Ahem. This is Ms Moe's agent speaking.
She got back to you, Arr&bee......and she didn't wait too long.
Last edited by westgrandboulevard; 04-16-2015 at 04:41 PM.
West,i just got off the phone with[hm]and she informs me that you don't have a work permit to be an agent in this country[u.s.a.]so moe unless you want to be cast[aside]get down to da hood pronto,west you're powerless.
Arr&bee, I just got back from Buckingham Palace [[those cucumber sandwiches are really cool) where HM Queen confirmed she has recently spoken, and quite firmly, to Barack Obama.
It would seem that many of you are distant descendants of us.
My work is therefore international. My representation of talent is indeed recognised by your highest courts - The Supremes, The Three Decrees...and also by Ms Moe, Superstar Of This Forum.
I am accustomed to international hits. You, in da hood, are accustomed only to regional hits.
Haaaaaaaaaaa,regional???my good man i'll have you know that my pictures are on every post office wall in all da hoods in america...i go directly to the people.
And they will find you....
Moe,luckily for you i'm a forgiving movie star maker,i'll be here on the set down in the alley deep in da hood.
Are you going to the Alley Barbers?
If he does, he will have to shout "Cut!!"
BIG DUUFUS WILL NOT COME OUT OF HIS TRAILER TIL YOU RETURN MOE...[he's holding his breath and sucking his thumb].
Big Duufus is a Duufus of the past..............NEXT!
Or: Here Discount!!
What exactly is a Big Duufus...and what is the point in being one - ?

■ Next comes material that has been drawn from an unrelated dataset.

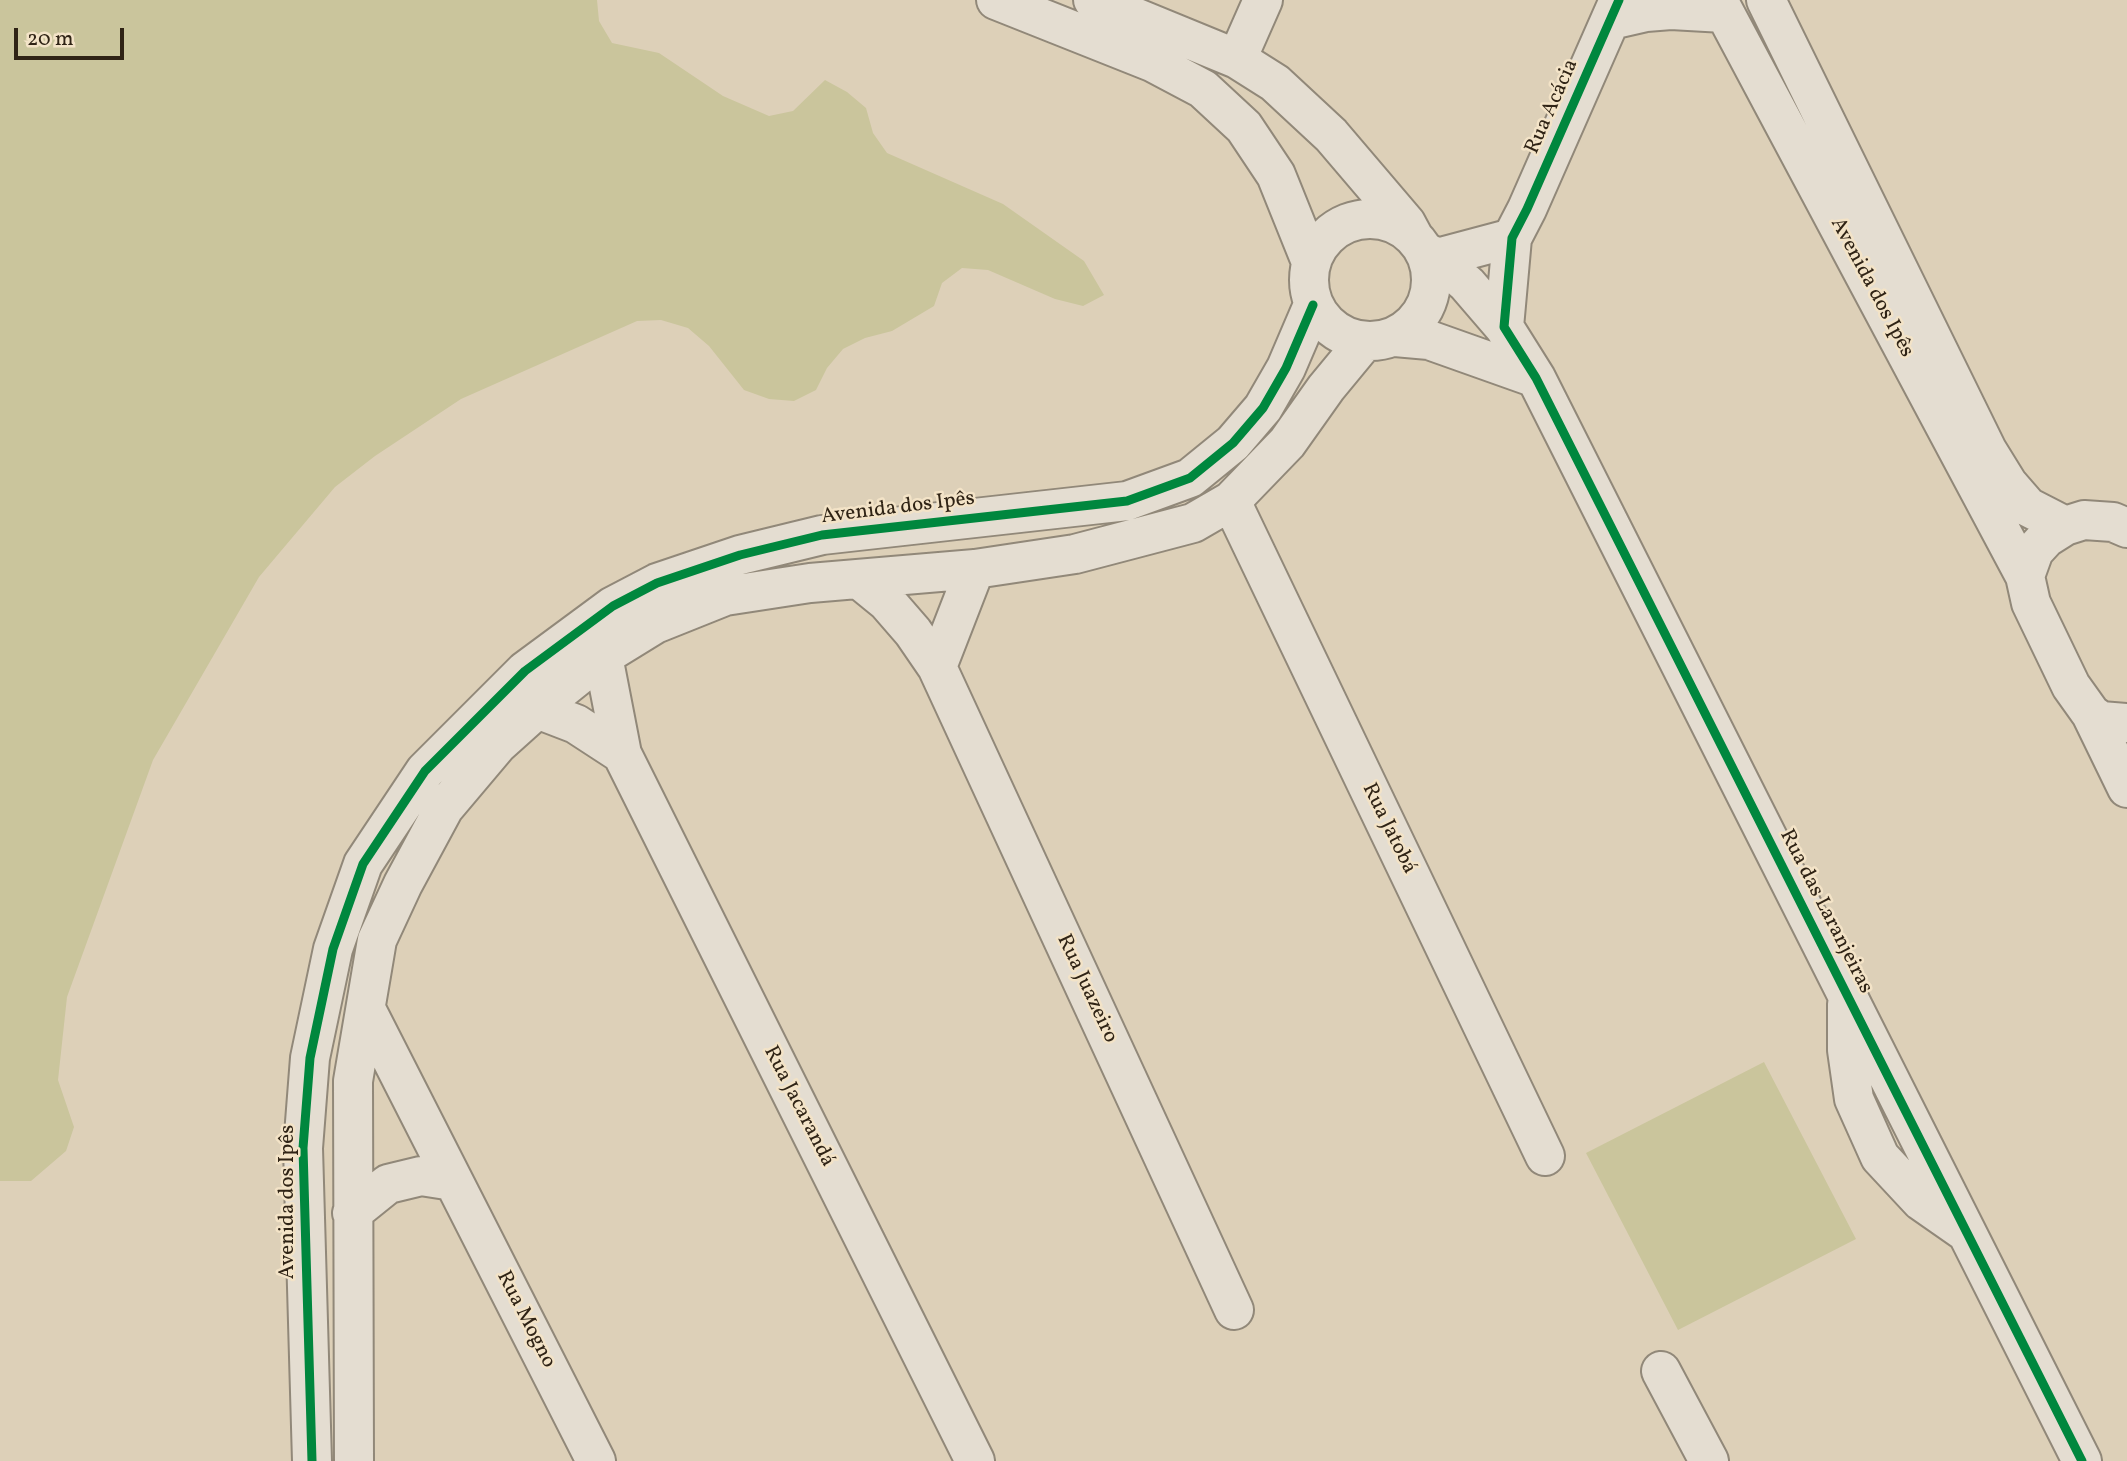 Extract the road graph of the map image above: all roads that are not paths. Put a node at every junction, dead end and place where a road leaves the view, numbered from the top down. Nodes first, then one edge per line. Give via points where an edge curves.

Inquiring minds want to know........
His given name is[baby duufus]but he outgrew it so they had to call him big duufus,but the age of two he had the strenth of two hundred men and could outdrink anyone in da hood[except me of course]his temper is short,he once got so mad he threw a rock out of sight of the earth...[legend has it that the moon rock was it].
So? Take him on "A Grand Day Out."
Yes. Take him out somewhere VERY distant, and leave him there.
And take the hooch with him to keep him busy
A one-way trip to Mars sounds suitable.
If Martians really do exist, whatever did they do to deserve that?
Marvin is gonna be really mad!!!!
Sounds like it could be a lively reception on arrival.
I don't think it'll be a welcome sight...
With luck, Martians can't see in the same way we can....
Better hope not.......
But we don't want to keep Big Duufus, so he has to go somewhere.....
Agreed. Antartica sounds good.
The more so, if it doesn't sound good to Big Duufus!
Maybe he'll send us a postcard. I've never seen an Antarctic stamp.
You'd think they would use all those seals, instead of postage stamps.
Big duufus has entered a hoola hoop contest up in the northern panisula of alaska[i put him on the plane myself]now for my next trick..opps-err-ahem-hehe..my next project i'm into real estate,i'm selling dirt cheap,just tell me what you need and i'll steal..opps-err-ahem-hehe..obtain it for you.